Les jeunes musiciens du CNSM jouent cette musique avec conviction. Sur « Blinks », la sonorité de Pascal Mabit au saxophone soprano évoque celle du maître : forte, tranchante, granitique, on a presque envie de dire : incorruptible. Son duo avec le batteur Kevin Lucchetti est un des beaux moments du concert. Sur « the rent », Steve Potts accompagne les élèves du CNSM, et les encourage avec générosité. Il prend un chorus en jouant en même temps du soprano et du sax alto. Melvin Marquez, impeccable et intense au sax ténor, fait un pas de côté pour admirer la chose.

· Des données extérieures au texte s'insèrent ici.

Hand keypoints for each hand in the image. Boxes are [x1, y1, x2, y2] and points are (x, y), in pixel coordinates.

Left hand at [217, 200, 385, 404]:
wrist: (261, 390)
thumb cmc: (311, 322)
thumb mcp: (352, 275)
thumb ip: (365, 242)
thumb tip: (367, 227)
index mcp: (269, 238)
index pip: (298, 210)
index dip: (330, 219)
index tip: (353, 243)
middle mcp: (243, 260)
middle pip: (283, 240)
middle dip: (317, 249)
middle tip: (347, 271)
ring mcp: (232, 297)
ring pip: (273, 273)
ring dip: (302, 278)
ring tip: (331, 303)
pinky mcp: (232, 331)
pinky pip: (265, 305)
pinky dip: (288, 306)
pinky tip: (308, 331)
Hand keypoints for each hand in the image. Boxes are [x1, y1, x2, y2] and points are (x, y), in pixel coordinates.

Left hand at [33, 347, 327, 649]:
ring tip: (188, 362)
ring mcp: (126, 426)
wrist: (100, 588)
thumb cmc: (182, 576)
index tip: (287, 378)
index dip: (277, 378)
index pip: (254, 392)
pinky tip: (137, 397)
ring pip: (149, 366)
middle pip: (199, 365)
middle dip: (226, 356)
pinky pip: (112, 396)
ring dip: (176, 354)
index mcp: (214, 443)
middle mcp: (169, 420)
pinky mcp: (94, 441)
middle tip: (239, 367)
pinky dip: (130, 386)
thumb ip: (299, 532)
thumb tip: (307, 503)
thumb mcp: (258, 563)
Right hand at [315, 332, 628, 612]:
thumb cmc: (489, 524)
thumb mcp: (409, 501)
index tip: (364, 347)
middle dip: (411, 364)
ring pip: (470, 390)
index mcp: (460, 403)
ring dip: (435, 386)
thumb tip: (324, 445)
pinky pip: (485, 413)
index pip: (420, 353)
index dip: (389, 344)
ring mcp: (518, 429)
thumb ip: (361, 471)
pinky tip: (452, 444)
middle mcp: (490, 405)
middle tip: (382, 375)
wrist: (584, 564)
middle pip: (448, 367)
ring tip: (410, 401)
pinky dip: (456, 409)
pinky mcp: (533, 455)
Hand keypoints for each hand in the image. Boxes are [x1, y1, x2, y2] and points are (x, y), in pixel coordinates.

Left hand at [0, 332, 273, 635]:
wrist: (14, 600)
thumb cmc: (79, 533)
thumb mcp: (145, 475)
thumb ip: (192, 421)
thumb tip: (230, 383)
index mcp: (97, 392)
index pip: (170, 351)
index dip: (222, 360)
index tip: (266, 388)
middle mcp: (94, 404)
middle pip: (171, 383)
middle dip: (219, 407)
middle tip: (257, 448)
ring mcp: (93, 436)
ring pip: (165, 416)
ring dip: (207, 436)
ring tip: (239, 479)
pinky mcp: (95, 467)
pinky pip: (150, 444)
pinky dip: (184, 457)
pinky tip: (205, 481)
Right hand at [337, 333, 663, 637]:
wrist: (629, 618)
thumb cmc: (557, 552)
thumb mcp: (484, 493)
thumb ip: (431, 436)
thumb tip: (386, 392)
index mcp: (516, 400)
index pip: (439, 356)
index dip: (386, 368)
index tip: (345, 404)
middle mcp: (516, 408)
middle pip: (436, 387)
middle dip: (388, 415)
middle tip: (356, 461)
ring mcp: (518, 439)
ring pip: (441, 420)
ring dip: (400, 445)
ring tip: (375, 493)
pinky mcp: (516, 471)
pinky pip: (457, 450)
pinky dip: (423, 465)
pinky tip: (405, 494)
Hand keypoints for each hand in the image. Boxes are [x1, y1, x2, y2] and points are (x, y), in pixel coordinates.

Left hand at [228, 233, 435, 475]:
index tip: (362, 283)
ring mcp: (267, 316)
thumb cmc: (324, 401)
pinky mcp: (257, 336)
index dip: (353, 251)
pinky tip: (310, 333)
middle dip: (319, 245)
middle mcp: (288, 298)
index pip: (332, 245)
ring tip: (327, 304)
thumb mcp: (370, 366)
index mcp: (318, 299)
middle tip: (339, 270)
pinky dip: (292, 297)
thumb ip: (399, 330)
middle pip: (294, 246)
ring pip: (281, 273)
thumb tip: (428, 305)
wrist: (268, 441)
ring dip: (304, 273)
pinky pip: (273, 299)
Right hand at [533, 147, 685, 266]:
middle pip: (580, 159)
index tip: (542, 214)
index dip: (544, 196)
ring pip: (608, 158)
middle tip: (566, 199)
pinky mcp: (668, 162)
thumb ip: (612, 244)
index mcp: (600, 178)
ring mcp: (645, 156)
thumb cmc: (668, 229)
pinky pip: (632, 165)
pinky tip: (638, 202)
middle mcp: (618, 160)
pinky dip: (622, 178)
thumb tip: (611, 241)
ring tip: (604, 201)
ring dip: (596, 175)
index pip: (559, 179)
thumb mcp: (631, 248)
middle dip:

Après le concert , on va voir François Théberge pour essayer d’en savoir un peu plus sur ce musicien américain qui a vécu trente ans à Paris. Théberge est en train de remercier les musiciens. Il a un mot gentil pour saluer la performance de chacun. Il est plus réservé pour parler de Steve Lacy. Il a peur que ses mots le trahissent, craint de n’être  pas à la hauteur de son ami : « Je suis un musicien, vous savez, je parle très mal…Steve Lacy, on ne peut pas le résumer, c’est toute une expérience de vie… ». Les yeux fixés vers un horizon indéfinissable, incommunicable, il se souvient d’une master class de Steve Lacy en 2001 : « Il a écouté un musicien…et il n’a rien dit. Son silence a duré longtemps, peut-être une minute…mais tout le monde a compris ce qu’il voulait signifier ». En se faisant un peu violence, il ajoute quelques mots de plus  : « il rendait les choses simples…Ce n’était pas quelqu’un qui voulait passer pour un pseudo-intellectuel, comme tant de musiciens aujourd’hui…Et c’était en même temps quelqu’un de très léger… j’ai des souvenirs de lui qui…». Il s’arrête , un peu découragé : « Tout ça ce ne sont que des mots….Tout ce que je peux vous dire, c’est que je sais ce qu’il aimait en musique et que ce soir, s’il avait écouté ces jeunes musiciens, eh bien, il aurait aimé… ». Steve Potts est juste à côté, il a entendu la fin de la conversation : « Oui, ce soir, Steve aurait aimé la musique ».